We are used to this lifestyle. Perhaps we don’t know any differently yet, but we enjoy it too. Therefore, one of the most basic principles that my wife and have I adopted in these months right out of college is to continue living like a college student. Our idea is to take this principle and make it a big influence on our budget. We are already used to a lower income lifestyle — and lower consumption. And although we are now making the big bucks with our first real jobs, we did not want to become the typical American family by always spending what they made. That isn’t the path for us.

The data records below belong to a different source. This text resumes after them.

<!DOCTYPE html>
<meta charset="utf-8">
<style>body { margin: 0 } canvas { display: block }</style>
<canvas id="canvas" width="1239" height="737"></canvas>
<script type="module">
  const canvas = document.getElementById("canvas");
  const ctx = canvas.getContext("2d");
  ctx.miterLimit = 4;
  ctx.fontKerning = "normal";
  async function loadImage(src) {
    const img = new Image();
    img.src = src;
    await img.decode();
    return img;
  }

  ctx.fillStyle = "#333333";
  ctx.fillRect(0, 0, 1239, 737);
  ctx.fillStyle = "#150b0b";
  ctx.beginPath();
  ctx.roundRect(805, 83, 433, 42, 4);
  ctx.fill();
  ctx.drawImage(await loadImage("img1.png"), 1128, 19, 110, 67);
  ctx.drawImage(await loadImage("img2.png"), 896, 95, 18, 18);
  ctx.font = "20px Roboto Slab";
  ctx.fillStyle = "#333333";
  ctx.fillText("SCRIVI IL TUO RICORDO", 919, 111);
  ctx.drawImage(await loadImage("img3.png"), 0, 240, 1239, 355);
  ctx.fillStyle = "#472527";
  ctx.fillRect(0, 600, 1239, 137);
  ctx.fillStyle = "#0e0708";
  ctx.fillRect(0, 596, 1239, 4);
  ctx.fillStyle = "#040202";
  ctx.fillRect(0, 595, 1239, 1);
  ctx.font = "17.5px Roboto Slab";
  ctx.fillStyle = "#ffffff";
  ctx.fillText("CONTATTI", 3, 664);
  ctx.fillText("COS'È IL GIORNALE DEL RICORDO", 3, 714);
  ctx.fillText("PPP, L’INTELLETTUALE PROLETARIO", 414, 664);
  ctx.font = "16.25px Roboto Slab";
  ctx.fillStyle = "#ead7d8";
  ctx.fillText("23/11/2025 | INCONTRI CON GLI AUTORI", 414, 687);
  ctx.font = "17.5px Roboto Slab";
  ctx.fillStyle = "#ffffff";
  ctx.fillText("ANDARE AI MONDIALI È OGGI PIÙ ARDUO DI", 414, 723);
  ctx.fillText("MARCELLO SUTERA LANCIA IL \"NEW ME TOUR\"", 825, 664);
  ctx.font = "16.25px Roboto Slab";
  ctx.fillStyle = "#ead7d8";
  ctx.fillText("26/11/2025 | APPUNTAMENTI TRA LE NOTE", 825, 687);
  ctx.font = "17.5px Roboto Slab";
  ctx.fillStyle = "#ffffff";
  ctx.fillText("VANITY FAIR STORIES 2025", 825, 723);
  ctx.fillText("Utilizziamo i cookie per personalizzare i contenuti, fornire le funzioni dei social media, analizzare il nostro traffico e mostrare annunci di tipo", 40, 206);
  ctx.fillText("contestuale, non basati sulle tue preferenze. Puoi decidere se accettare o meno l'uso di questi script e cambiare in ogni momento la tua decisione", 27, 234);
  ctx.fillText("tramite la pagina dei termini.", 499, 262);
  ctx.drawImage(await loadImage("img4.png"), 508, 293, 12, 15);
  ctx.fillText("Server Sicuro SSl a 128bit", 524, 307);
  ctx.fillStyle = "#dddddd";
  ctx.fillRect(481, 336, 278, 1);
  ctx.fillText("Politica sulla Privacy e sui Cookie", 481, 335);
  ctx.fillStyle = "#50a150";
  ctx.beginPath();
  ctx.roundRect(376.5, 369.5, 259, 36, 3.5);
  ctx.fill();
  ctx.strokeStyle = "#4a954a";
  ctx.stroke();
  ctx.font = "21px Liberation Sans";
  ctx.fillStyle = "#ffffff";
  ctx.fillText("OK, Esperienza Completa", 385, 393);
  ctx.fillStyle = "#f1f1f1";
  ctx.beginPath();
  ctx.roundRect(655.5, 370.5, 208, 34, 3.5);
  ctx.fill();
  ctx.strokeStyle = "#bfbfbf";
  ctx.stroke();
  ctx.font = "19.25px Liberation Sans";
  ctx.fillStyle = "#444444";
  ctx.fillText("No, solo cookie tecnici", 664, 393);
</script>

There are too many stories in the news about people living paycheck-to-paycheck and just making ends meet. It’s sad — and I have real empathy for them. I also don’t want to become like them. So this feels like our first real opportunity to break out of that mold and go a different way. As I’ve been reading several personal finance books, rental property books, and online resources, I keep hearing a phrase repeated over-and-over too: “I wish we would have started a lot younger.” Reading this countless times, it clicked in my head that we have a real chance to do what all these other people had only wished to be able to do. Save and invest as much as possible while young. We’re young, right? Yes! The path to achieving this is to keep things simple — to continue living like a college student for a while longer.

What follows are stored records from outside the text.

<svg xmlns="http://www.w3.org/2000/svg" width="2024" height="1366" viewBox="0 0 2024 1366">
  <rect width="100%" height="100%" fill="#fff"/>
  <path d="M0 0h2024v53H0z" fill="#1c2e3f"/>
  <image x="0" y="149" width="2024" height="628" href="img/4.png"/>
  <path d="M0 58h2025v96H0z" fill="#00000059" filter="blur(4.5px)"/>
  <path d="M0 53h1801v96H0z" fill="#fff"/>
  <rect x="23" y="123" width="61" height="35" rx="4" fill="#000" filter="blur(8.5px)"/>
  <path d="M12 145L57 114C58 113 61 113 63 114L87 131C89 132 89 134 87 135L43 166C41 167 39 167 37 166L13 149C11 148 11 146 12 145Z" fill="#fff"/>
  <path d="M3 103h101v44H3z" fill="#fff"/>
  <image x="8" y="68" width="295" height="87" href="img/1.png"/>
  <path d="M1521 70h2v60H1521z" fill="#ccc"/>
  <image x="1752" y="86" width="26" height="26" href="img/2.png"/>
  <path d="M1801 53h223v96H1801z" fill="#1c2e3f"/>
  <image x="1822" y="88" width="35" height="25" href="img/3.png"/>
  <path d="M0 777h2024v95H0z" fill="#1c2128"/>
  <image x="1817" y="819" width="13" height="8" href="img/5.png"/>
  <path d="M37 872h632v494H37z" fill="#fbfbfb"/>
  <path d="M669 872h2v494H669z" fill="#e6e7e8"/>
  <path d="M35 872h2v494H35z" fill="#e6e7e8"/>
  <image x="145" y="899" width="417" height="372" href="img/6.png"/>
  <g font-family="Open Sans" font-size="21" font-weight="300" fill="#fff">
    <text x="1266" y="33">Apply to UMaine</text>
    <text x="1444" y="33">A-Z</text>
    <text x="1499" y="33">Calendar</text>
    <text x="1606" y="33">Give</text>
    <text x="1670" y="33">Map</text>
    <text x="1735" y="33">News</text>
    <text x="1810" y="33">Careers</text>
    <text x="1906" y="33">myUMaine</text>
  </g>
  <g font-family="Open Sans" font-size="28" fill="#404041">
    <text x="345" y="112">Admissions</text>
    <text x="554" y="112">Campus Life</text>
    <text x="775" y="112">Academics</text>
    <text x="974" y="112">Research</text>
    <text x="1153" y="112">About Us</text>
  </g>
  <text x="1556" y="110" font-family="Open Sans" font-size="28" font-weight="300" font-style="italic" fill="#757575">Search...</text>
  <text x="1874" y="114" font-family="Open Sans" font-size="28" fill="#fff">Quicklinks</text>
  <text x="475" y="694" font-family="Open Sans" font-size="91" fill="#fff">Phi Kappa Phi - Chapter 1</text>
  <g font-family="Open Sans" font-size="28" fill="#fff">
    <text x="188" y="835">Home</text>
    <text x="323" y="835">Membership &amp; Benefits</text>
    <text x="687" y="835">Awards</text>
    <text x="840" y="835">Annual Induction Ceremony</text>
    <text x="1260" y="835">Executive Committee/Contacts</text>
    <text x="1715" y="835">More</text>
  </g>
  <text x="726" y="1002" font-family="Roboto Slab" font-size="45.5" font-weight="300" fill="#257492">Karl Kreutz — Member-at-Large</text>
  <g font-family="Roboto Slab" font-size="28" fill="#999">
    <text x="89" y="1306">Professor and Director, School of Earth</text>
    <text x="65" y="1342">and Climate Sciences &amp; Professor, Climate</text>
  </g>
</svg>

The thought is to at least keep up this idea until we have our own real home. Not a duplex, but our first single family home. Until then we will use this opportunity to keep expenses low and start saving as much as possible. And perhaps we will continue it longer, or as long as we can stand it. We aren’t going to live in squalor, but we aren’t going to go out and buy every “new thing” as soon as it comes out. That means no new flat-panel plasma TV. Our 32″ tube TV is just fine. No new car. Our current ones are just fine. We certainly didn’t need these things in college to enjoy life, so we don’t need new (or upgraded) things now.

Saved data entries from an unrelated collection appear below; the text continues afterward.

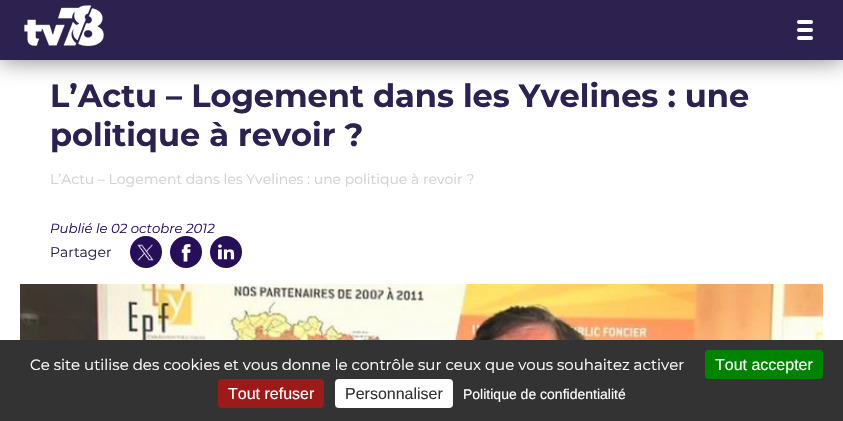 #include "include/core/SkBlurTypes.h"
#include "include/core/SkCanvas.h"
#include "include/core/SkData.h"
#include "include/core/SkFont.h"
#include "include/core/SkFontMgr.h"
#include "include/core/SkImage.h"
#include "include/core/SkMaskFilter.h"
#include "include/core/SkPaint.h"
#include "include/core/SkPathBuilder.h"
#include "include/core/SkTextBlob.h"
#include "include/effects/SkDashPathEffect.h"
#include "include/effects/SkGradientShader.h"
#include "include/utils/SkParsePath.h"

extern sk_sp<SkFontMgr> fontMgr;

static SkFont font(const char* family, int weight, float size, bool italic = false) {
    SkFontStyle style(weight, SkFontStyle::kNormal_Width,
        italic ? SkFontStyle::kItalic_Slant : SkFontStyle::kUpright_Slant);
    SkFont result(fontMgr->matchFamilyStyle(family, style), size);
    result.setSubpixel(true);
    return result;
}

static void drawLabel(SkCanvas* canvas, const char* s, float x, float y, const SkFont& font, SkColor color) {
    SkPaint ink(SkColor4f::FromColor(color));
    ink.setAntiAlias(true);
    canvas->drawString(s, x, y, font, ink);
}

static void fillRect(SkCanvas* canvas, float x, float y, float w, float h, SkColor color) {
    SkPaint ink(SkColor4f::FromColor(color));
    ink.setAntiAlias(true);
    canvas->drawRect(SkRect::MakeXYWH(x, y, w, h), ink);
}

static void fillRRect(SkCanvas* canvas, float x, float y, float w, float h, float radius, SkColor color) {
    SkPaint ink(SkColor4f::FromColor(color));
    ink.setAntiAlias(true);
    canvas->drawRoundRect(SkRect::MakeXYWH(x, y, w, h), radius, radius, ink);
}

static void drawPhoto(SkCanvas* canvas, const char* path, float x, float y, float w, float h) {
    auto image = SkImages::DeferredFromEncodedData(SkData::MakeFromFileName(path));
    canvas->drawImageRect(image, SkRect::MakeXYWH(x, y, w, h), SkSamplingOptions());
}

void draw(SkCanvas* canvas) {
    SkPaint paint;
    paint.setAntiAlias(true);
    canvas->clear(0xFFFFFFFF);
    paint.setColor(0x80000000);
    paint.setMaskFilter(SkMaskFilter::MakeBlur(kNormal_SkBlurStyle, 12.5f));
    canvas->drawRect(SkRect::MakeXYWH(0, 0, 843, 60), paint);
    paint.setMaskFilter(nullptr);
    fillRect(canvas, 0, 0, 843, 60, 0xFF2D2150);
    drawPhoto(canvas, "assets/img1.png", 24, 5, 80, 41);
    fillRRect(canvas, 797, 20, 16, 4, 2, 0xFFFFFFFF);
    fillRRect(canvas, 797, 28, 16, 4, 2, 0xFFFFFFFF);
    fillRRect(canvas, 797, 36, 16, 4, 2, 0xFFFFFFFF);
    SkFont font1 = font("Montserrat", 700, 32);
    drawLabel(canvas, "L’Actu – Logement dans les Yvelines : une", 50, 107, font1, 0xFF2D2150);
    drawLabel(canvas, "politique à revoir ?", 50, 146, font1, 0xFF2D2150);
    SkFont font2 = font("Montserrat", 400, 14);
    drawLabel(canvas, "L’Actu – Logement dans les Yvelines : une politique à revoir ?", 50, 184, font2, 0xFFD0D0D0);
    SkFont font3 = font("Montserrat", 400, 13.25f, true);
    drawLabel(canvas, "Publié le 02 octobre 2012", 50, 233, font3, 0xFF270E59);
    drawLabel(canvas, "Partager", 50, 257, font2, 0xFF2D2150);
    paint.setColor(0xFF270E59);
    canvas->drawCircle(146, 252, 16, paint);
    drawPhoto(canvas, "assets/img2.png", 137, 244, 17, 17);
    canvas->drawCircle(186, 252, 16, paint);
    drawPhoto(canvas, "assets/img3.png", 181, 244, 10, 18);
    canvas->drawCircle(226, 252, 16, paint);
    drawPhoto(canvas, "assets/img4.png", 218, 244, 17, 16);
    drawPhoto(canvas, "assets/img5.png", 20, 284, 803, 56);
    fillRect(canvas, 0, 340, 843, 81, 0xFF333333);
    SkFont font4 = font("Montserrat", 400, 15);
    drawLabel(canvas, "Ce site utilise des cookies et vous donne le contrôle sur ceux que vous souhaitez activer", 30, 370, font4, 0xFFFFFFFF);
    fillRRect(canvas, 705, 350, 118, 29, 4, 0xFF008300);
    SkFont font5 = font("Liberation Sans", 400, 16);
    drawLabel(canvas, "Tout accepter", 715, 370, font5, 0xFFFFFFFF);
    fillRRect(canvas, 218, 379, 106, 29, 4, 0xFF9C1A1A);
    drawLabel(canvas, "Tout refuser", 228, 399, font5, 0xFFFFFFFF);
    fillRRect(canvas, 335, 379, 118, 29, 4, 0xFFFFFFFF);
    drawLabel(canvas, "Personnaliser", 345, 399, font5, 0xFF333333);
    SkFont font6 = font("Liberation Sans", 400, 14);
    drawLabel(canvas, "Politique de confidentialité", 463, 399, font6, 0xFFFFFFFF);
}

With this principle at our side, our monthly budgets have started to look really good. This is the most money we’ve ever had — and we continue to earn good paychecks each and every month. It has been more-than-enough to cover our basic necessities, several fun items, and plenty for savings. But we’re trying to prevent “excess” in any categories based on our “live like a college student” principle. We’re keeping it simple. I haven’t shared our budget yet, but I intend to dedicate a future post to it and will go into each category with much more detail. The quick summary is our gross income is $8,493/month and our savings is $4,042/month. That puts our overall savings rate at 47.5%. The point is we are putting this principle into action now, and I hope our future selves will be glad we did.